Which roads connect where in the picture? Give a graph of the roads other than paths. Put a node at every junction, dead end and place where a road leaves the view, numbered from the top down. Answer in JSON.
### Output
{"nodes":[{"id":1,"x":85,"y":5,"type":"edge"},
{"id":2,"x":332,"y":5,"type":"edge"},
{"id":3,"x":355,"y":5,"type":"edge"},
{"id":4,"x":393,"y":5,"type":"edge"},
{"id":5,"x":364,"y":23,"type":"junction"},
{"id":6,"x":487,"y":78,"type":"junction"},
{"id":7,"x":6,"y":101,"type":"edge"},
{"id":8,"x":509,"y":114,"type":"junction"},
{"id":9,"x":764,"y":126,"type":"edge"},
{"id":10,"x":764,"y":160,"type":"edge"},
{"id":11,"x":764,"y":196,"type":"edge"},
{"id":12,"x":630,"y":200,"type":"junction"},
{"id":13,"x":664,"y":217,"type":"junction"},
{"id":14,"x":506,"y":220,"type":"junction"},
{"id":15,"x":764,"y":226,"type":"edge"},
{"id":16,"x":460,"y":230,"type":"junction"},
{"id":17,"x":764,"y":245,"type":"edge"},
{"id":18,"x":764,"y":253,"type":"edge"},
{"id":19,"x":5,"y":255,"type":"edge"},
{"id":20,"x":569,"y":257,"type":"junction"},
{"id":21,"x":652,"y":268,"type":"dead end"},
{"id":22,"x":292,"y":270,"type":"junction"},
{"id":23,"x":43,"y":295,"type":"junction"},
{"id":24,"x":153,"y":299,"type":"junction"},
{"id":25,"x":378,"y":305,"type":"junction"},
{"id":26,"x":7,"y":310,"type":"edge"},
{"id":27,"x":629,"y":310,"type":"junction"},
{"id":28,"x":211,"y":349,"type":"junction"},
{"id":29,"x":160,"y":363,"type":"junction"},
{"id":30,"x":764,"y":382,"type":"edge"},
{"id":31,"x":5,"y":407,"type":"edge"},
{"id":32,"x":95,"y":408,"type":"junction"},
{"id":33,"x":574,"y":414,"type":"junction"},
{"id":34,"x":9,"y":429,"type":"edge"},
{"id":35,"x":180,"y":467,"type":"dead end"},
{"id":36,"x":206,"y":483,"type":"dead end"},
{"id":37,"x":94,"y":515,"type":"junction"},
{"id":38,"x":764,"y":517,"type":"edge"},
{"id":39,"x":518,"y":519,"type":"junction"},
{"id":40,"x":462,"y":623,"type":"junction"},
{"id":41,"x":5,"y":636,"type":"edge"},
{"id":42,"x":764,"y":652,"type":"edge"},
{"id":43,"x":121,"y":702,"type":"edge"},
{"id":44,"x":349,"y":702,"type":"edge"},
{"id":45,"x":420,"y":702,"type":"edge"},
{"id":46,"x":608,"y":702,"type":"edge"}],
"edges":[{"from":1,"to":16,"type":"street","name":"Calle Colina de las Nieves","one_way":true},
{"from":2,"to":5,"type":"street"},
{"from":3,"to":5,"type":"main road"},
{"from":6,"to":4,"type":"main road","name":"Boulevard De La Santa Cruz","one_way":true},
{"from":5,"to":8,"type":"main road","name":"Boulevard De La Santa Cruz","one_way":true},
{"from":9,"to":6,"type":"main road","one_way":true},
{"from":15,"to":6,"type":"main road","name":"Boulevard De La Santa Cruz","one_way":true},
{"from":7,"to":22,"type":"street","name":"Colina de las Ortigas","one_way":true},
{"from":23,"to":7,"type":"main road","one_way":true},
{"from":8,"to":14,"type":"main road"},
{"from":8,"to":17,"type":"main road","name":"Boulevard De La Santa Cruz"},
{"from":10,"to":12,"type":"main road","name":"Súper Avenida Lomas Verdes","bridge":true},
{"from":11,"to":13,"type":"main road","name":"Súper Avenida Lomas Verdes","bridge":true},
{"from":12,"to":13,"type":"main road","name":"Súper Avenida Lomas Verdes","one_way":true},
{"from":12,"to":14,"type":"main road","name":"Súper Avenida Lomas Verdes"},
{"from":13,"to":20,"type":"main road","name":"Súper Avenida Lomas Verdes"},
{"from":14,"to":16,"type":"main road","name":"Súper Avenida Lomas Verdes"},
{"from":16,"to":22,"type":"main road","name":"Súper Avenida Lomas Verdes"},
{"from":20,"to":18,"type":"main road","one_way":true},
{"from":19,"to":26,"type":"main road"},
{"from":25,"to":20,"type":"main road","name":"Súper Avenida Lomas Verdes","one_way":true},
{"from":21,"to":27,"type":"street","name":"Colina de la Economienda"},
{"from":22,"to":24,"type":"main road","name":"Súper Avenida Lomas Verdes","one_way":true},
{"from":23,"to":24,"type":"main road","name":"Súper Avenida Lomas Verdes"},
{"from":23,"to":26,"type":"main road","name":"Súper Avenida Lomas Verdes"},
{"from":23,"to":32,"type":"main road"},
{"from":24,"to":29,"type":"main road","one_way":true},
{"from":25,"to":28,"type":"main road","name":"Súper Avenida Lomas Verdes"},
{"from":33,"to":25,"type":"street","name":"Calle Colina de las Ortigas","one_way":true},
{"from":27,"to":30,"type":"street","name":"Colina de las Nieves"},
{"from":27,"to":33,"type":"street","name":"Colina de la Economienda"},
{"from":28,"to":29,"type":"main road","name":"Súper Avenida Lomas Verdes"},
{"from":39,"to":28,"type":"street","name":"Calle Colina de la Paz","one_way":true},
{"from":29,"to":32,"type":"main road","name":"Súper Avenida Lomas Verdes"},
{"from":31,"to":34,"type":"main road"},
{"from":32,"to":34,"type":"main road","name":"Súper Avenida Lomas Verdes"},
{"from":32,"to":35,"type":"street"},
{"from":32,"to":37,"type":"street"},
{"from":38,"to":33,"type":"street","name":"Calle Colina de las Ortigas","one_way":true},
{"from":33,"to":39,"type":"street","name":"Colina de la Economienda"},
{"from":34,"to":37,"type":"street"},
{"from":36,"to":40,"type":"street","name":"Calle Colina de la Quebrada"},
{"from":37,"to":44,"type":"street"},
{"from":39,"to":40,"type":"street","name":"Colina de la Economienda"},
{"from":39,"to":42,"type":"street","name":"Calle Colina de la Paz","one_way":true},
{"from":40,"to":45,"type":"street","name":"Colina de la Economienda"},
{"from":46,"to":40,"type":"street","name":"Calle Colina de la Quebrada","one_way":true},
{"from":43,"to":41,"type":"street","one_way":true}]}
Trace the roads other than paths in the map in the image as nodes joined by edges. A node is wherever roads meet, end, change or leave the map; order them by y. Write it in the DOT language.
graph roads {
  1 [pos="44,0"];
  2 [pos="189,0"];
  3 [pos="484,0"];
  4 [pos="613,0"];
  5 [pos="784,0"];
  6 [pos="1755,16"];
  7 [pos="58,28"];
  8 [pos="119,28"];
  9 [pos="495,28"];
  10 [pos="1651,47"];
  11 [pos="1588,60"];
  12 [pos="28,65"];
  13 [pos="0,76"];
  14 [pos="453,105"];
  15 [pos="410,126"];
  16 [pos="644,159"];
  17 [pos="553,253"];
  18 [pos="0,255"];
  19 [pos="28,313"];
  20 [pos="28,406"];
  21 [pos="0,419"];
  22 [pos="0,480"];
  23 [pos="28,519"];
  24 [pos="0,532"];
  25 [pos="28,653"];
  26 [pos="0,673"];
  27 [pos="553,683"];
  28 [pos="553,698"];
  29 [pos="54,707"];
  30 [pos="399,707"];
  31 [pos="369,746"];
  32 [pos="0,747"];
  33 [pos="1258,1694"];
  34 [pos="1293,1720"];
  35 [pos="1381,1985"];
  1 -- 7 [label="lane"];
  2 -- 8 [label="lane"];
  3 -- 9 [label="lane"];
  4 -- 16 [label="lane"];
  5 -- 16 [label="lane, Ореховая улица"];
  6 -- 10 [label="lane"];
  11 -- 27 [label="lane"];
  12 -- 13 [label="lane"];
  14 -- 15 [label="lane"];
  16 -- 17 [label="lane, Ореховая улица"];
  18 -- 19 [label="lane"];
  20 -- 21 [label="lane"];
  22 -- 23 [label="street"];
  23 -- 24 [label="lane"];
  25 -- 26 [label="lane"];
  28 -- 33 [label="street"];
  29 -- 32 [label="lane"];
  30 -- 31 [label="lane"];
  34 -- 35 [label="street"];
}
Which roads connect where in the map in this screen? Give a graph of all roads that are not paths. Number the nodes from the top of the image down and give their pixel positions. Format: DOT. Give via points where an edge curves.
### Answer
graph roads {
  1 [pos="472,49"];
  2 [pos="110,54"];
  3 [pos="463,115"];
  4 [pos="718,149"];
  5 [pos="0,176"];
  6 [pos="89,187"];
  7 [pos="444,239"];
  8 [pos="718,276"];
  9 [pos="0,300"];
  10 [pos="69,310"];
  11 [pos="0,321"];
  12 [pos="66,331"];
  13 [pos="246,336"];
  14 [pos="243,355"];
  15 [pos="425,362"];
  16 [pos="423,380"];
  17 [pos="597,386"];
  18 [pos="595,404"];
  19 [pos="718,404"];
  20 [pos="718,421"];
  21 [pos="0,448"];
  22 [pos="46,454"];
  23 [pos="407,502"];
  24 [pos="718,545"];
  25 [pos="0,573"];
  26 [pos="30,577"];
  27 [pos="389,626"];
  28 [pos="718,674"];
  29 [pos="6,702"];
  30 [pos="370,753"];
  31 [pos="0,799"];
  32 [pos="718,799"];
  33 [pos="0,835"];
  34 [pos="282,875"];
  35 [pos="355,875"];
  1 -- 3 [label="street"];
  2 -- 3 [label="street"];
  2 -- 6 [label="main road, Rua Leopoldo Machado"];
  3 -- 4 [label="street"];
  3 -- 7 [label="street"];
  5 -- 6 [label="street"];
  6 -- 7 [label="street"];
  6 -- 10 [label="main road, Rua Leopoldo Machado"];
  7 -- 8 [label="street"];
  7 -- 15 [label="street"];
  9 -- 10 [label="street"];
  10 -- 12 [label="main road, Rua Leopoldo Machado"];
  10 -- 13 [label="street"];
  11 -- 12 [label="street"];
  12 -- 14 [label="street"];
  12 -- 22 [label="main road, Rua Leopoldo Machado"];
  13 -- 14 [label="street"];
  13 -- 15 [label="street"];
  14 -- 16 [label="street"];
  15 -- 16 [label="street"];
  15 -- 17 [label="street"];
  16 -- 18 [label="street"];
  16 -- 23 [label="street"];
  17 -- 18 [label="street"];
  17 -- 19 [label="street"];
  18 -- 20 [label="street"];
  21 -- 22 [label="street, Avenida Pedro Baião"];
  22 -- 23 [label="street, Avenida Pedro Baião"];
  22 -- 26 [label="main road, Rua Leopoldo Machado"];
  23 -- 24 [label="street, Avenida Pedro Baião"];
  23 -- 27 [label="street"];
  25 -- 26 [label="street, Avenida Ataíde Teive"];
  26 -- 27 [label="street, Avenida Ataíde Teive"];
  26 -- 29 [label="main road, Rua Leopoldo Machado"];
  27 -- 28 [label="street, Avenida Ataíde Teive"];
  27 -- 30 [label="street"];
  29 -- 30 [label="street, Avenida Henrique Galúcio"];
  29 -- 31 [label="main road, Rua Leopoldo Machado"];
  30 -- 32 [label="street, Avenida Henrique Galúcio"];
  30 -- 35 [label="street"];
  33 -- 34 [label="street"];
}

———

Task item: Where a line of the entries contains "graph", report that line.

Written response:
Which roads connect where in the picture? Give a graph of the roads other than paths. Put a node at every junction, dead end and place where a road leaves the view, numbered from the top down. Answer in JSON.
graph roads {
Which roads connect where in the map in this screen? Give a graph of all roads that are not paths. Number the nodes from the top of the image down and give their pixel positions. Format: DOT. Give via points where an edge curves.
graph roads {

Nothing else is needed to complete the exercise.